‘Love triangle’ murder accused Louise Grieve told jurors of her relationship with her younger lover: “If we weren’t f***ing, we were just sleeping.”

The 38-year-old is said by prosecutors to have been part of a plan to kill her partner Keith Green.

Mr Green, 40, was stabbed to death in his garden at 42 Howard Road, Banbury, by Grieve’s younger lover, Mark Meadows, 25, and his 20-year-old half-brother Travis Gorton, jurors at Oxford Crown Court have been told.

READ MORE: The knives prosecutors claim were used to stab Keith Green

On Monday morning, Grieve was quizzed by prosecutor Vanessa Marshall KC about a series of messages sent between Meadows and his brother Gorton in the months leading up to the alleged murder.

They included the older brother’s concern about ‘threats’ that had got him ‘paranoid to f***’.

“Can’t walk away. I love her too much and even if I did it still wouldn’t be the end of it,” he is said to have told Gorton.

Asked what those ‘threats’ were, Grieve told Ms Marshall she could not answer the question as the message was sent between two others.

She had Meadows had stopped talking about things that were ‘stressing’ them out. “If we weren’t f***ing we were just sleeping,” she added.

The jury heard that the pair had also watched films, Meadows had cooked for them and they had visited 'quiet' places.
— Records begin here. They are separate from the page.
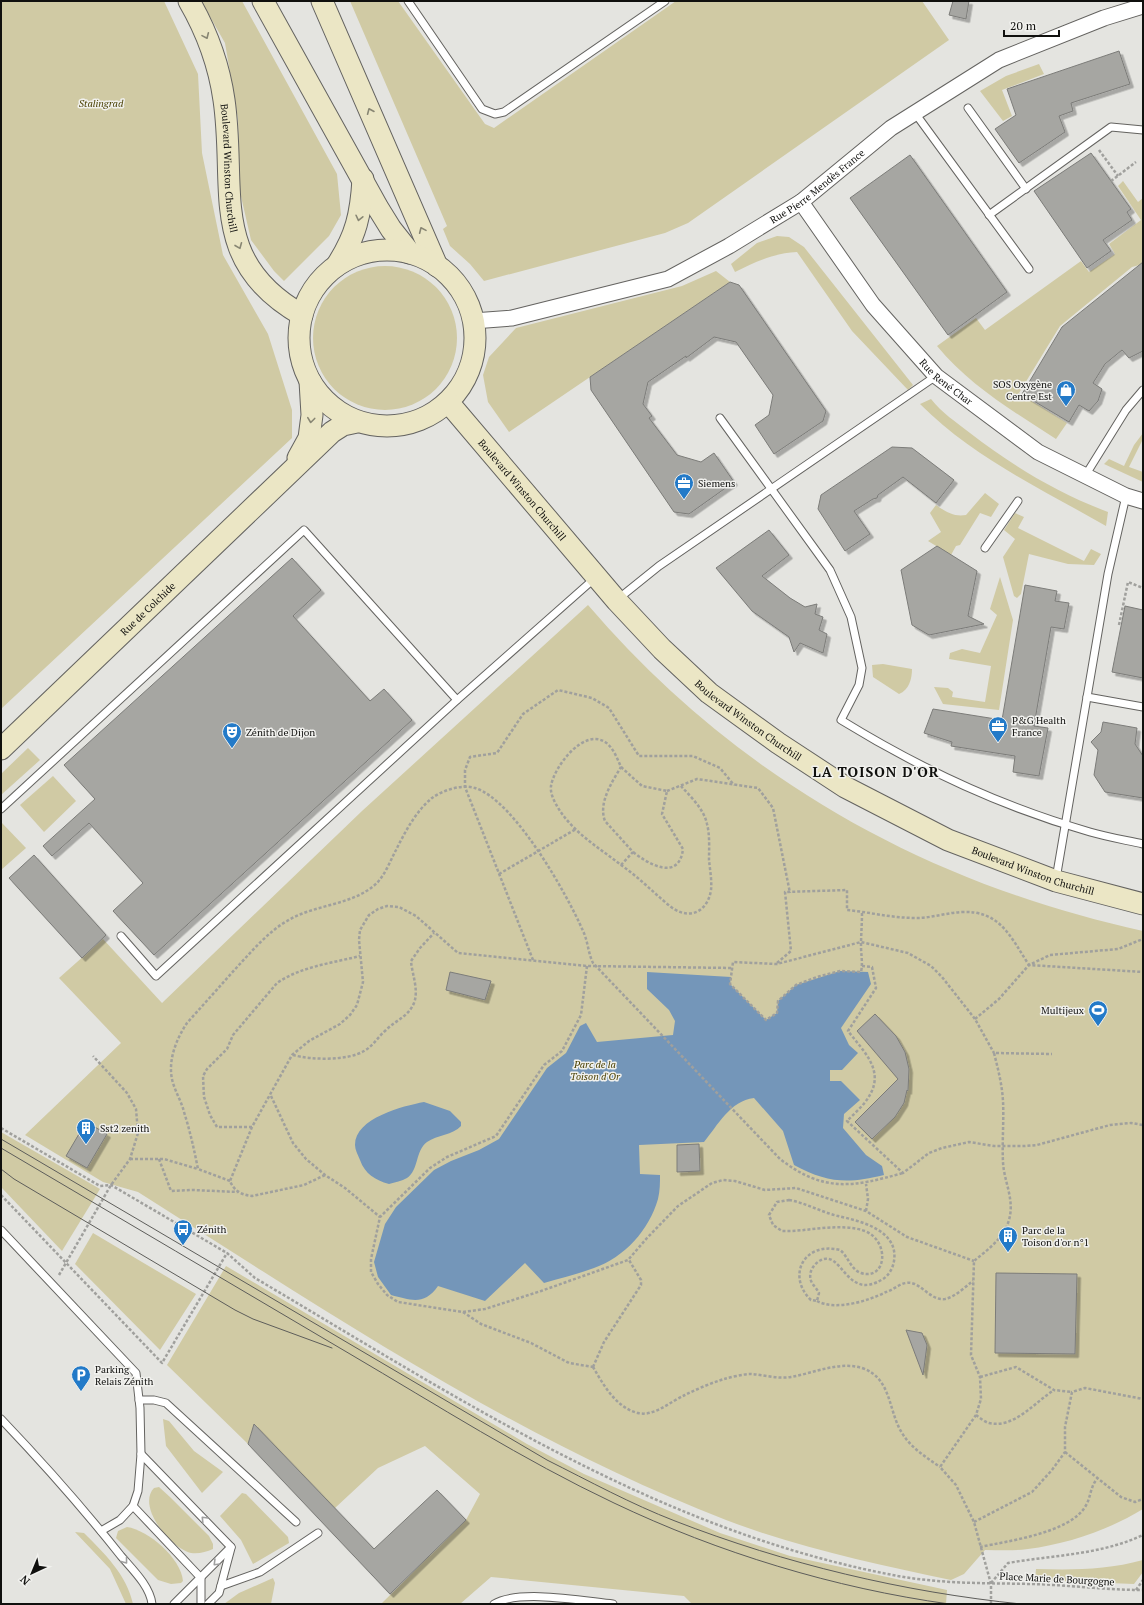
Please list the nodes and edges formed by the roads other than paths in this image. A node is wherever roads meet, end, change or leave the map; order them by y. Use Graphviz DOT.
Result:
graph roads {
  1 [pos="189,1"];
  2 [pos="262,1"];
  3 [pos="322,1"];
  4 [pos="408,1"];
  5 [pos="665,1"];
  6 [pos="1143,6"];
  7 [pos="968,108"];
  8 [pos="915,113"];
  9 [pos="1143,130"];
  10 [pos="363,179"];
  11 [pos="1026,189"];
  12 [pos="801,202"];
  13 [pos="989,214"];
  14 [pos="410,253"];
  15 [pos="337,265"];
  16 [pos="437,266"];
  17 [pos="1028,269"];
  18 [pos="302,315"];
  19 [pos="473,321"];
  20 [pos="936,376"];
  21 [pos="310,381"];
  22 [pos="1143,390"];
  23 [pos="448,402"];
  24 [pos="720,418"];
  25 [pos="357,422"];
  26 [pos="293,468"];
  27 [pos="1085,476"];
  28 [pos="771,490"];
  29 [pos="1126,496"];
  30 [pos="1143,501"];
  31 [pos="1018,502"];
  32 [pos="985,548"];
  33 [pos="596,577"];
  34 [pos="617,601"];
  35 [pos="1087,697"];
  36 [pos="457,700"];
  37 [pos="1143,707"];
  38 [pos="1,749"];
  39 [pos="1,809"];
  40 [pos="1065,824"];
  41 [pos="1143,844"];
  42 [pos="1056,881"];
  43 [pos="1143,904"];
  44 [pos="121,936"];
  45 [pos="1,1230"];
  46 [pos="140,1400"];
  47 [pos="1,1419"];
  48 [pos="141,1454"];
  49 [pos="133,1506"];
  50 [pos="296,1522"];
  51 [pos="101,1531"];
  52 [pos="318,1533"];
  53 [pos="231,1547"];
  54 [pos="200,1578"];
  55 [pos="221,1586"];
  56 [pos="152,1604"];
  57 [pos="174,1604"];
  58 [pos="202,1604"];
  59 [pos="208,1604"];
  60 [pos="494,1604"];
  61 [pos="613,1604"];
  1 -- 18 [label="street, Boulevard Winston Churchill, one-way"];
  2 -- 10 [label="street"];
  16 -- 3 [label="street, one-way"];
  4 -- 5 [label="lane"];
  6 -- 8 [label="street, Rue Pierre Mendès France"];
  7 -- 11 [label="lane"];
  8 -- 12 [label="street, Rue Pierre Mendès France"];
  8 -- 13 [label="lane"];
  9 -- 11 [label="lane"];
  10 -- 14 [label="street"];
  10 -- 15 [label="street, one-way"];
  11 -- 13 [label="lane"];
  12 -- 19 [label="street, Rue Pierre Mendès France"];
  12 -- 20 [label="street, Rue René Char"];
  13 -- 17 [label="lane"];
  14 -- 15 [label="street"];
  14 -- 16 [label="street"];
  15 -- 18 [label="street"];
  16 -- 19 [label="street"];
  18 -- 21 [label="street"];
  19 -- 23 [label="street"];
  20 -- 27 [label="street, Rue René Char"];
  20 -- 28 [label="lane"];
  21 -- 25 [label="street"];
  21 -- 26 [label="street, Rue de Colchide, one-way"];
  22 -- 27 [label="lane"];
  23 -- 25 [label="street"];
  23 -- 33 [label="street, Boulevard Winston Churchill"];
  24 -- 28 [label="lane"];
  25 -- 26 [label="street, Rue de Colchide"];
  26 -- 38 [label="street, Rue de Colchide"];
  27 -- 29 [label="street, Rue René Char"];
  28 -- 34 [label="lane"];
  28 -- 40 [label="lane"];
  29 -- 30 [label="street, Rue René Char"];
  29 -- 35 [label="lane"];
  31 -- 32 [label="lane"];
  33 -- 34 [label="street, Boulevard Winston Churchill"];
  33 -- 36 [label="lane"];
  34 -- 42 [label="street, Boulevard Winston Churchill"];
  35 -- 37 [label="lane"];
  35 -- 40 [label="lane"];
  36 -- 39 [label="lane"];
  36 -- 44 [label="lane"];
  40 -- 41 [label="lane"];
  40 -- 42 [label="lane"];
  42 -- 43 [label="street, Boulevard Winston Churchill"];
  45 -- 46 [label="lane"];
  46 -- 48 [label="lane"];
  46 -- 50 [label="lane"];
  47 -- 51 [label="lane"];
  48 -- 49 [label="lane"];
  53 -- 48 [label="lane, one-way"];
  49 -- 51 [label="lane"];
  49 -- 54 [label="lane"];
  51 -- 56 [label="lane, one-way"];
  52 -- 55 [label="lane"];
  53 -- 54 [label="lane, one-way"];
  53 -- 55 [label="lane"];
  54 -- 57 [label="lane"];
  54 -- 58 [label="lane"];
  55 -- 59 [label="lane"];
  60 -- 61 [label="lane"];
}
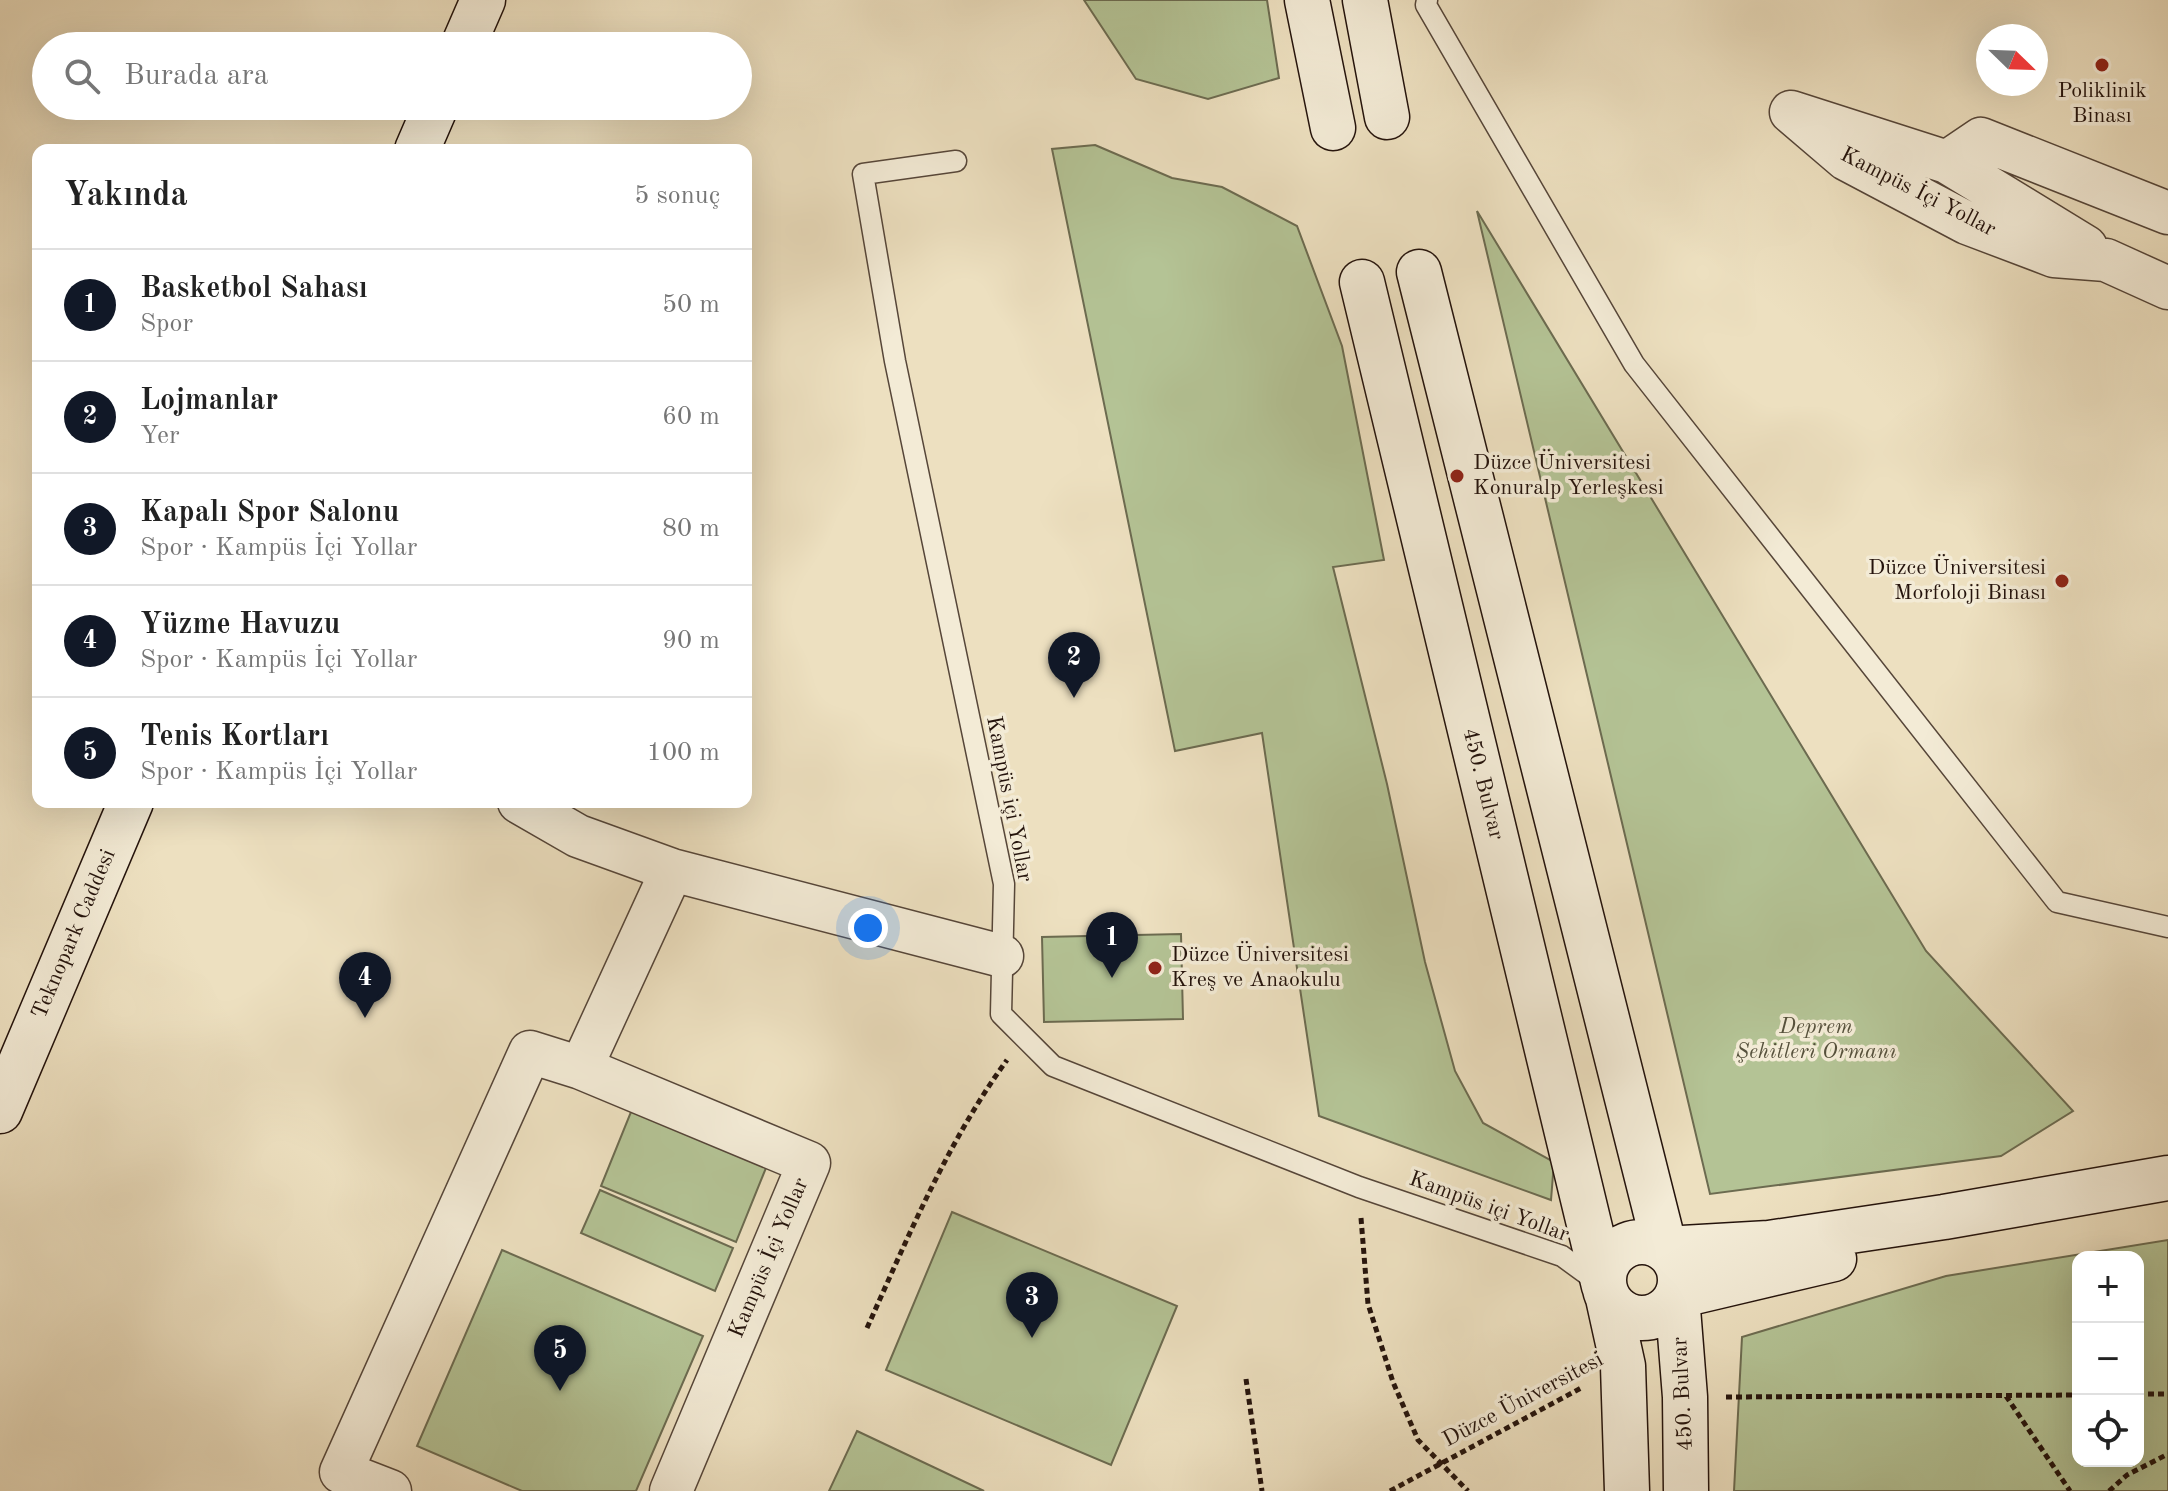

A question about the central heating system in Meadows’ Rees Court flat, which Grieve said she had operated for him, prompted Ms Marshall to accuse her of ‘doing everything’, being ‘instrumental’ and ‘manipulating’.

“I must be a bloody magician to be able to do all that,” the defendant replied.

READ MORE: Prosecution question accused Louise Grieve

She was asked about the purchase of a blue knife, which the prosecution allege was one of two used to murder Mr Green, during a trip she made with Meadows last summer into ‘Fantasia’, a ‘fantasy’-themed gift shop in Leeds.

Grieve said: “I just liked the knife because it was blue and it stuck out from the rest.” She already had a knife at home, which she used for whittling pieces of wood.

“Why did you let Mark buy two knives?” Ms Marshall asked for the Crown.

The defendant replied: “He’s a grown man. If he wants to buy something I can’t stop him.”

She said she was unaware that Meadows had apparently tried to access the Dark Web to look for sites through which he could purchase guns.

Meadows, of Rees Court, Banbury, Gorton, of Well Bank, Hook Norton, Grieve and her son Callum Johnson, of Howard Road, Banbury, and a youth all deny murder.

Meadows and Gorton have also pleaded not guilty to possession of a bladed article. The trial continues.